To,
The Members of INTEGRATED THERMOPLASTICS LIMITED
We hereby present the 29th Annual Report and the Audited Financial Statements for the financial year ended 31st March, 2023.
1. FINANCIAL RESULTS: Amount (Rs)
PARTICULARS | FY 2022-23 | FY 2021-22 |
Revenue from Operations | 7,64,32,384 | 55,26,02,317 |
Other Income | 3,82,523 | 7,90,760 |
Total Revenue | 7,68,14,907 | 55,33,93,131 |
Total Expenses | 17,45,40,610 | 71,89,27,272 |
Profit Before tax | (9.77,25,703) | (16,55,34,141) |
Less: Current Tax | -- | -- |
Less: Deferred Tax | (19,98,533) | (20,13,361) |
Loss after tax | (9,97,24,236) | (16,75,47,502) |
REVIEW OF OPERATIONS:
During the year under review, the company has made revenue of Rs.7,64,32,384/- from operations and Rs.3,82,523/ - from other Income aggregating to Rs.7,68,14,907/- and posted a net loss of Rs.(9,97,24,236)/- for the financial year 2022-23.

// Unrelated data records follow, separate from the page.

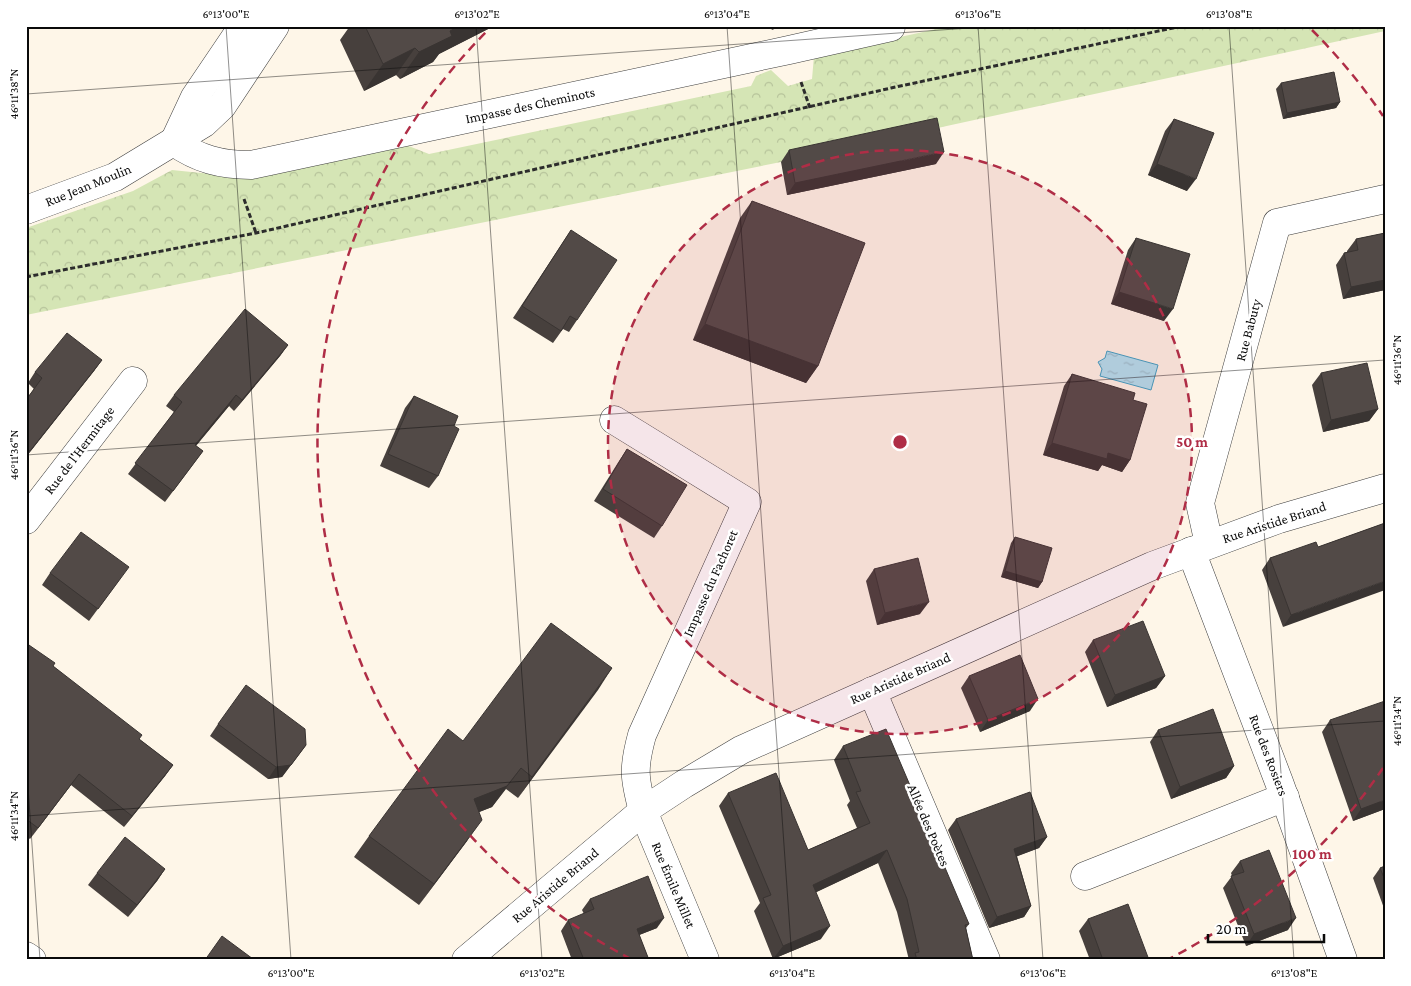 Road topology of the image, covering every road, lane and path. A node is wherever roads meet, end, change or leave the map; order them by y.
1 (243, 26) edge
2 (275, 26) edge
3 (891, 26) edge
4 (1182, 26) edge
5 (174, 142) junction
6 (1385, 199) edge
7 (26, 210) edge
8 (26, 277) edge
9 (132, 381) dead end
10 (614, 420) dead end
11 (1385, 488) edge
12 (26, 520) edge
13 (1200, 547) junction
14 (872, 690) junction
15 (1285, 798) junction
16 (643, 811) junction
17 (1085, 876) dead end
18 (26, 956) edge
19 (32, 960) edge
20 (466, 960) edge
21 (705, 960) edge
22 (986, 960) edge
23 (1343, 960) edge

1 - 5 street
2 - 5 street, Rue Jean Moulin
3 - 5 street, Impasse des Cheminots
4 - 8 path
5 - 7 street, Rue Jean Moulin
6 - 13 street, Rue Babuty
9 - 12 street, Rue de l'Hermitage
10 - 16 street, Impasse du Fachoret
11 - 13 street, Rue Aristide Briand
13 - 14 street, Rue Aristide Briand
13 - 15 street, Rue des Rosiers
14 - 16 street, Rue Aristide Briand
14 - 22 street, Allée des Poètes
15 - 17 street
15 - 23 street, Rue des Rosiers
16 - 20 street, Rue Aristide Briand
16 - 21 street, Rue Émile Millet
18 - 19 street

MANAGMENT DISCUSSION AND ANALYSIS:
INDUSTRY STRUCTURE AND DEVELOPMENTS:
Industry has been comfortable in the past few years and has been able to enlarge its areas of supplies to priority sector like rural water supply schemes and housing taken up by different state governments and local authorities.
OPPORTUNITIES AND THREATS:
The company has been able to establish itself in the PVC market in south India. The company is making every effort to work closely with the major players in the domestic industry to realize better sales. The company sees a demand for its products in the years to come.
SEGMENT WISE OR PRODUCT WISE PERFORMANCE:
Since the company does not operate in different sectors, the segment wise performance of the financials is not applicable.
OUTLOOK:
The outlook for the companys products appears to be better.
RISKS AND CONCERNS:
There is stiff competition for the companys products in the market. However by implementing cost control methods, your company is confident of overcoming the possible risks and concerns.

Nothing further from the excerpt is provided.